Many patients with major depression also exhibit dysregulation of the sympathoadrenal system. The adrenal medulla and sympathetic nervous system (SNS) together constitute the sympathoadrenal system. Although central nervous system (CNS) regulation of the sympathoadrenal system has been only partially characterized, hypothalamic CRF-containing neurons provide stimulatory input to several autonomic centers that are involved in regulating sympathetic activity. Nerve impulses from regulatory centers in the CNS control catecholamine release from the sympathoadrenal system. Physiologic and pathologic conditions causing sympathoadrenal activation include physical activity, coronary artery ischemia, heart failure, and mental stress. Epinephrine in plasma is derived from the adrenal medulla, whereas plasma norepinephrine (NE) concentrations reflect the secretion of NE largely from sympathetic nerve terminals, with the remaining NE provided by the adrenal medulla and extraadrenal chromaffin cells. Peripheral plasma NE concentrations are determined not only by the rate of release from sympathetic nervous system nerve terminals but also by reuptake into presynaptic terminals, local metabolic degradation, and redistribution into multiple physiologic compartments. Hypersecretion of NE in unipolar depression has been documented by elevated plasma NE and NE metabolite concentrations and elevated urinary concentrations of NE and its metabolites, though discordant reports exist. Not only do depressed patients exhibit higher basal plasma concentrations of NE, those with melancholia exhibit even greater elevations in plasma NE concentrations when subjected to orthostatic challenge than do normal control subjects and depressed patients without melancholia. Furthermore, depressed patients who are dexamethasone (DST) nonsuppressors exhibit significantly higher basal and cold-stimulated plasma concentrations of NE than do depressed patients who are DST suppressors.
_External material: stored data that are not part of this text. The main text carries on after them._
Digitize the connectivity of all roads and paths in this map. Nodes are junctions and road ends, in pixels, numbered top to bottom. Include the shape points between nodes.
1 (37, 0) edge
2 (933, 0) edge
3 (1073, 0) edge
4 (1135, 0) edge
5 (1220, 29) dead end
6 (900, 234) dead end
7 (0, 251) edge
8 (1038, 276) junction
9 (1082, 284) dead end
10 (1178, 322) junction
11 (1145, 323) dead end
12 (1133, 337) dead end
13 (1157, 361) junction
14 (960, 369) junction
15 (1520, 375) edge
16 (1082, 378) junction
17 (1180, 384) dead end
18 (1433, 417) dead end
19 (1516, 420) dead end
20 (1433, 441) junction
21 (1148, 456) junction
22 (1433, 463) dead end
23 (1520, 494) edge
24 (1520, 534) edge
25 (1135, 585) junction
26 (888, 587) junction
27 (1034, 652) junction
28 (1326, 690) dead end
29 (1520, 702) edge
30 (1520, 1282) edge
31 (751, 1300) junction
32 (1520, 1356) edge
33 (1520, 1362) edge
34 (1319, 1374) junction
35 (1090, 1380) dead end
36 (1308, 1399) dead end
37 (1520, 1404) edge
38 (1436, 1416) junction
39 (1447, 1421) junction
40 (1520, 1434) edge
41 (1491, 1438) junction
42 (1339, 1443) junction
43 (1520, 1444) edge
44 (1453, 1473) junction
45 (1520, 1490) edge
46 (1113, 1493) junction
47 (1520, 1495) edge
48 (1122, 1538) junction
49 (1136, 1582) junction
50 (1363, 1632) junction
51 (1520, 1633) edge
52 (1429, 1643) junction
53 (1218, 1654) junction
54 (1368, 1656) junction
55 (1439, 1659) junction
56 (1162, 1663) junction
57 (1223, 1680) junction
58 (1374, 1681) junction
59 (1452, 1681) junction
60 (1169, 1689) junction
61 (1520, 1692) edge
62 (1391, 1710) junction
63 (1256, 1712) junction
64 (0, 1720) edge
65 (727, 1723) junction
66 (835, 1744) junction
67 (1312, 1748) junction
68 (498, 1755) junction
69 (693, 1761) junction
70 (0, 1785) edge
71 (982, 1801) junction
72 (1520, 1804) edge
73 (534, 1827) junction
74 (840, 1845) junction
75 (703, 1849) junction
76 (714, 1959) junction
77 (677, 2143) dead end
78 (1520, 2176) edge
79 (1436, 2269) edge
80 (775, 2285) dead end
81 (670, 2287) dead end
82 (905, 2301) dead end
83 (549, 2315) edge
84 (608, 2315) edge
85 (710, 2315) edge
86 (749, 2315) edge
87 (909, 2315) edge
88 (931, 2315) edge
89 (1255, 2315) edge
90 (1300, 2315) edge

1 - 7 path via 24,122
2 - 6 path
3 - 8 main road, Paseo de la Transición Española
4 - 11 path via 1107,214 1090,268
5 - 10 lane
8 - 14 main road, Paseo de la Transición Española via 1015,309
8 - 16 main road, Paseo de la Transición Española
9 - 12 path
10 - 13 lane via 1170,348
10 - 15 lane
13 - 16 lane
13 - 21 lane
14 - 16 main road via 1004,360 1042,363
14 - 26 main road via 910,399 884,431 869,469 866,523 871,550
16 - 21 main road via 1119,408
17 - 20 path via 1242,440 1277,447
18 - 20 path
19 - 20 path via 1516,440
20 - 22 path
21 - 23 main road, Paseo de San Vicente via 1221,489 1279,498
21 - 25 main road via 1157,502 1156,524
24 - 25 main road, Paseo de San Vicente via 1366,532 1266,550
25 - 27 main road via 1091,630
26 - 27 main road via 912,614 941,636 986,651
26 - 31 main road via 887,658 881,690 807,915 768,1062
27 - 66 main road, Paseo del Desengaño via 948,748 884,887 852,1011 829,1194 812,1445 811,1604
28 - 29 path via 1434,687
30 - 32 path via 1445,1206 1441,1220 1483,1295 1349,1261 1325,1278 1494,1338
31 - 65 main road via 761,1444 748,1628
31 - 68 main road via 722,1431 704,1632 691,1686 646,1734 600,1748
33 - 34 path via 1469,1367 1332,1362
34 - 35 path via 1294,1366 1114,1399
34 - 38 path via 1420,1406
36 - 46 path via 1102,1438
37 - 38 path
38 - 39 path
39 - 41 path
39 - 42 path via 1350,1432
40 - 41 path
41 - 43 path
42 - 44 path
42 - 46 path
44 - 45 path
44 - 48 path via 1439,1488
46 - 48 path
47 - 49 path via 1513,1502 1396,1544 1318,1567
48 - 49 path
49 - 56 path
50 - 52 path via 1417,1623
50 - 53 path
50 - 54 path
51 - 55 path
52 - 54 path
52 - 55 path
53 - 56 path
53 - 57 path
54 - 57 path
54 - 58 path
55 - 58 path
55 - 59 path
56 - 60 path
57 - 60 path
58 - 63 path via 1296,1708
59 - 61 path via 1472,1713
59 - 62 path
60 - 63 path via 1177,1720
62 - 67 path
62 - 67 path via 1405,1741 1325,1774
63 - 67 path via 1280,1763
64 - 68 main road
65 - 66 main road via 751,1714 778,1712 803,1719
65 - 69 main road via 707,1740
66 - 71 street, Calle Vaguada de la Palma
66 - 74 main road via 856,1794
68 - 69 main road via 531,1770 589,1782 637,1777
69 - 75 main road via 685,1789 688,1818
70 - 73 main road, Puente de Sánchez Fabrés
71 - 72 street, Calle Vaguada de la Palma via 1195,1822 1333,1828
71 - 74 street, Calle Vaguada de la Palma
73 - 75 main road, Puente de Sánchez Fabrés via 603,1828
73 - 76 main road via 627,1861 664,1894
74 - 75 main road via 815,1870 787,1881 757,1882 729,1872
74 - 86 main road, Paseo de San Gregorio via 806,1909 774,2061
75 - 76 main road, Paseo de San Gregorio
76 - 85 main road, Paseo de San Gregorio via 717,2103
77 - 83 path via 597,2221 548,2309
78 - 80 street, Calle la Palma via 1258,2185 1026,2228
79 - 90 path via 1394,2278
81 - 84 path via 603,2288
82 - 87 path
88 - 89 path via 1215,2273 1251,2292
After treatment with tricyclic antidepressants (TCAs), urinary excretion of NE and its metabolites diminish together with plasma NE concentrations, although Veith and colleagues reported that chronic treatment with desipramine increased plasma concentrations of NE. Thus, sympathoadrenal hyperactivity seems to represent a state rather than a trait marker of depression, possibly reflecting increased CRF release within the CNS.

Sympathoadrenal hyperactivity contributes to the development of CVD through effects of catecholamines on the heart, blood vessels, and platelets. Sympathoadrenal activation modifies the function of circulating platelets through direct effects on platelets, catecholamine-induced changes in hemodynamic factors (increased shear stress), circulating lipids, and inhibition of vascular eicosanoid synthesis. Arachidonic acid metabolites such as prostaglandins and leukotrienes contribute to diverse circulatory and hemostatic functions, including inhibition of platelet aggregation, and vascular contractility and permeability. Elevations of plasma NE levels are found most frequently in young hypertensive patients and in subjects with high-cardiac-output borderline hypertension who later proceed to established high-resistance hypertension. Even normotensive depressed patients have been found to exhibit greater heart rates at rest, after orthostasis, and after exercise in comparison with normal controls. These depressed patients also exhibited increased plasma concentrations of NE and serotonin (5-HT) at rest. Thus, the sympathoadrenal hyperactivity observed in many patients with major depression may contribute to the development of CVD through the effects of catecholamines on cardiac function and platelets.